-- Required work --
A verbatim repetition of the data below is requested, without images.

-- Keypoint coordinate data --

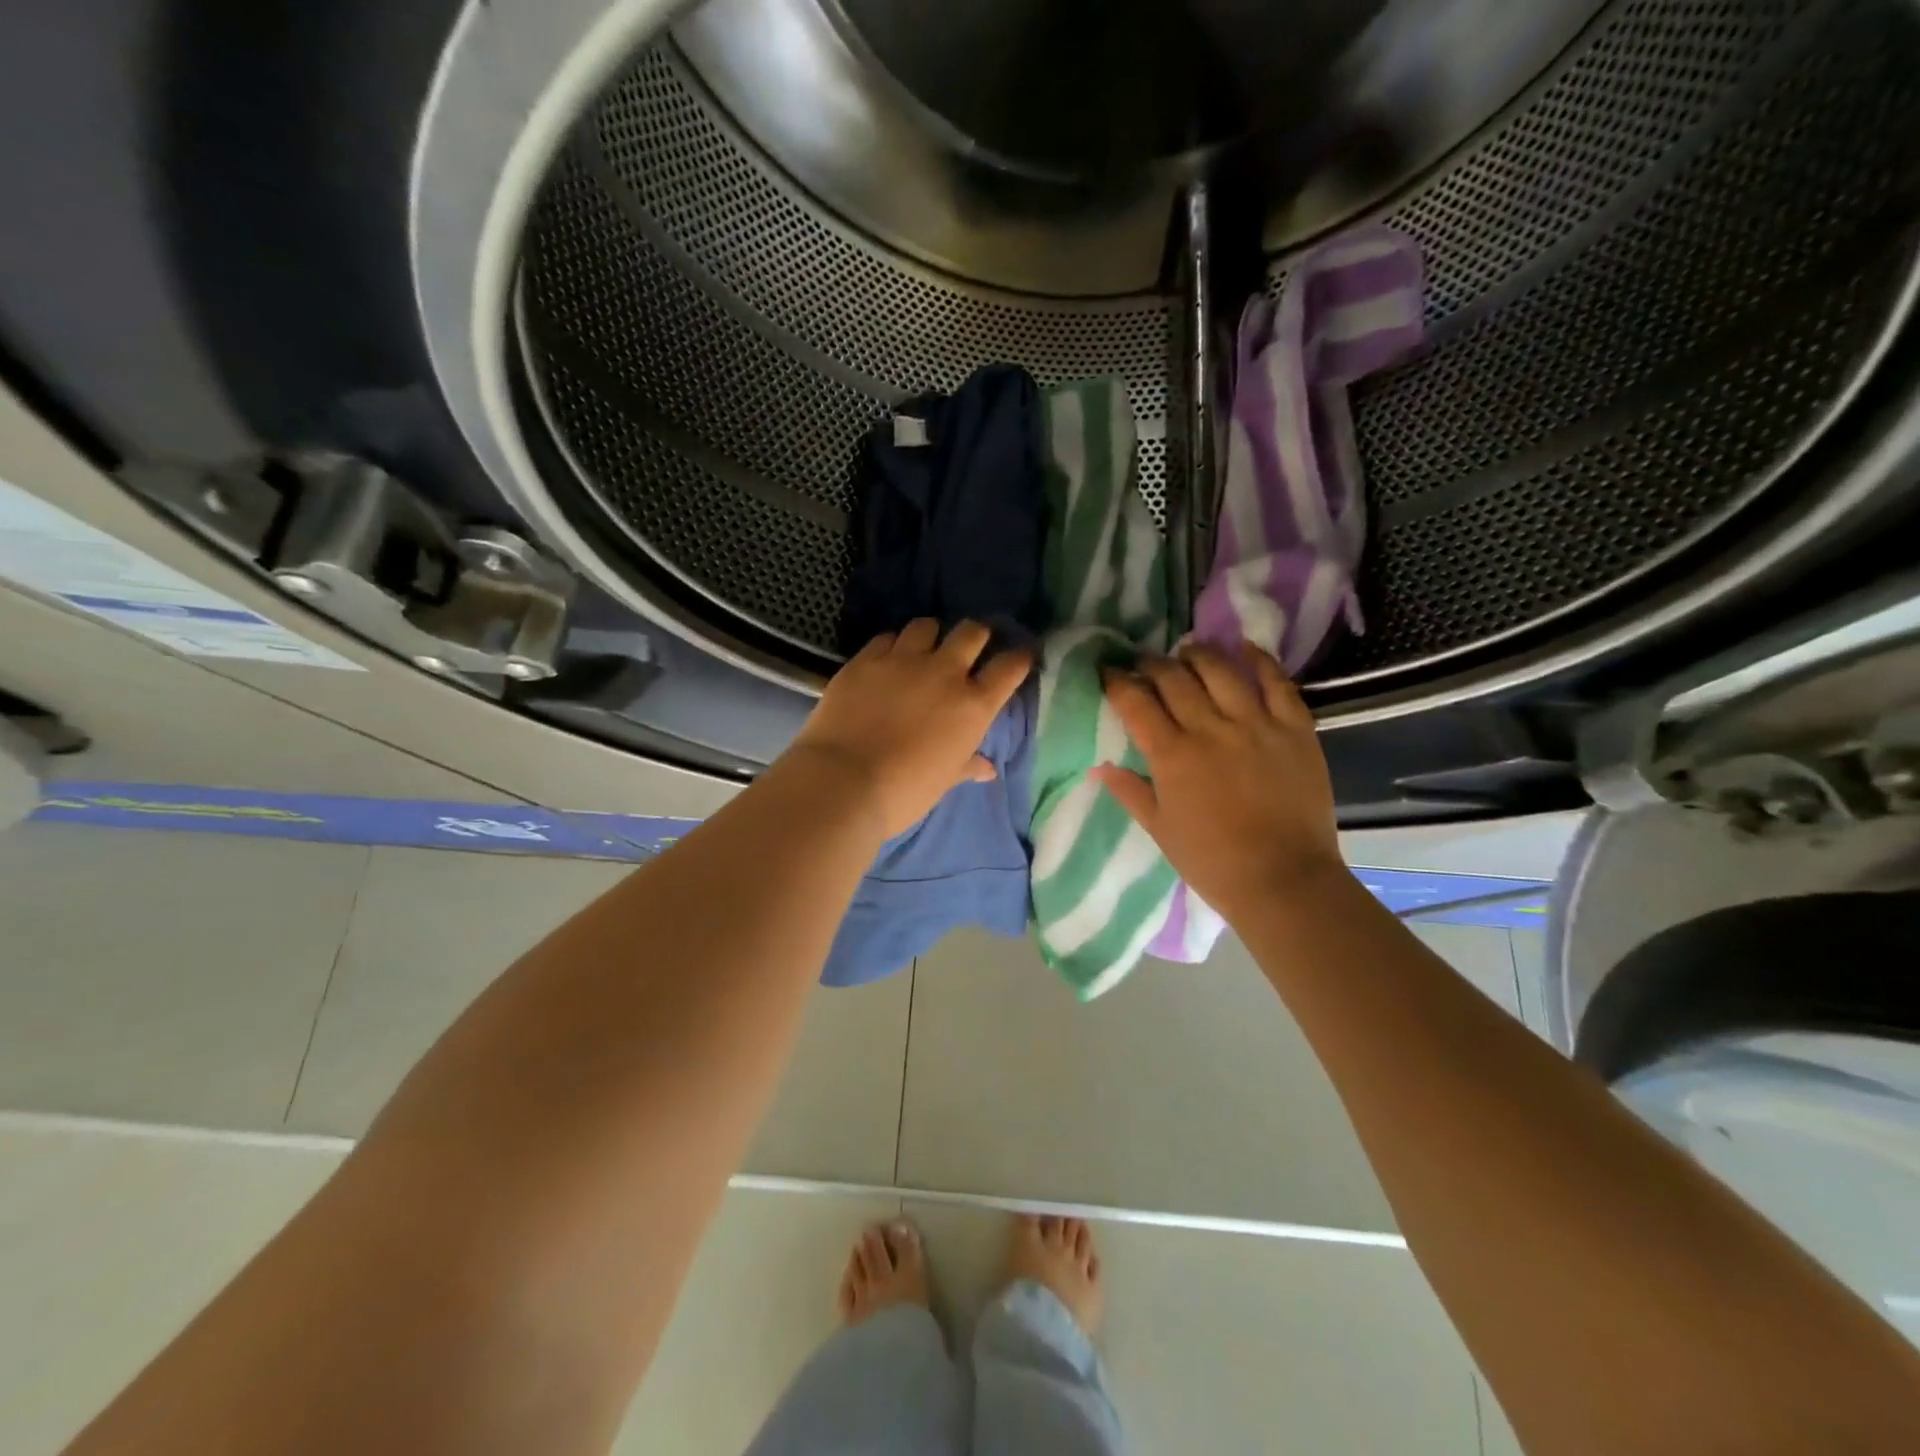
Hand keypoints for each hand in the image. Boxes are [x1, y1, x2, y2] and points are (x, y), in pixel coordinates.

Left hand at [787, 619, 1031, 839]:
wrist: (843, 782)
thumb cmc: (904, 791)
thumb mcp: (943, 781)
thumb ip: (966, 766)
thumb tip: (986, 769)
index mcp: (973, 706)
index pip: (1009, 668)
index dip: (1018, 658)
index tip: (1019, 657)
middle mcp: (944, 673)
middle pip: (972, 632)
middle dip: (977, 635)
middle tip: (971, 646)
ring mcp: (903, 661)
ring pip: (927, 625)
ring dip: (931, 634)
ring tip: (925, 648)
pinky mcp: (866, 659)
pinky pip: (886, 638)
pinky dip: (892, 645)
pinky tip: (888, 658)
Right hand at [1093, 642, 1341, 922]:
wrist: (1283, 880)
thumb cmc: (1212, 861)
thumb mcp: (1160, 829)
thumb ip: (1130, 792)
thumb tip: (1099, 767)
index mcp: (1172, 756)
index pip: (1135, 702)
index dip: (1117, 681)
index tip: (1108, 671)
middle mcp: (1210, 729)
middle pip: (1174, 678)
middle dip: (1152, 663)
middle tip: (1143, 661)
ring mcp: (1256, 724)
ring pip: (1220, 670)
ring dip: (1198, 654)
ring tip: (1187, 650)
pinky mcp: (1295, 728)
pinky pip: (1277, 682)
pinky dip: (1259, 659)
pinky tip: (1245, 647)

-- Task result --
Hand keypoints for each hand in the image. Boxes are [x1, y1, x2, y2] and points are (x, y), in pixel coordinates.

Left hand at [787, 619, 1031, 839]:
wrist: (843, 782)
thumb cmc: (904, 791)
thumb mcp: (943, 781)
thumb ip: (966, 766)
thumb tip: (986, 769)
index mcp: (973, 706)
index pip: (1009, 668)
index dip: (1018, 658)
index tip: (1019, 657)
middle mcp: (944, 673)
middle pip: (972, 632)
middle dip: (977, 635)
middle tip: (971, 646)
ring mcp: (903, 661)
ring pip: (927, 625)
ring dip: (931, 634)
ring tip: (925, 648)
pinky mcp: (866, 659)
pinky pip: (886, 638)
pinky dip: (892, 645)
pinky tip: (888, 658)
Right hand at [1093, 642, 1341, 922]:
wrist: (1283, 880)
thumb cmc: (1212, 861)
thumb mcp: (1160, 829)
thumb ip: (1130, 792)
thumb tip: (1099, 767)
index mcp: (1172, 756)
index pip: (1135, 702)
index dip: (1117, 681)
index tip: (1108, 671)
middle mcp: (1210, 729)
middle pip: (1174, 678)
middle dip: (1152, 663)
middle tip: (1143, 661)
ring mcp: (1256, 724)
ring pip: (1220, 670)
ring dip: (1198, 654)
ring tip: (1187, 650)
pinky mcp: (1295, 728)
pinky pip: (1277, 682)
pinky dip: (1259, 659)
pinky tip: (1245, 647)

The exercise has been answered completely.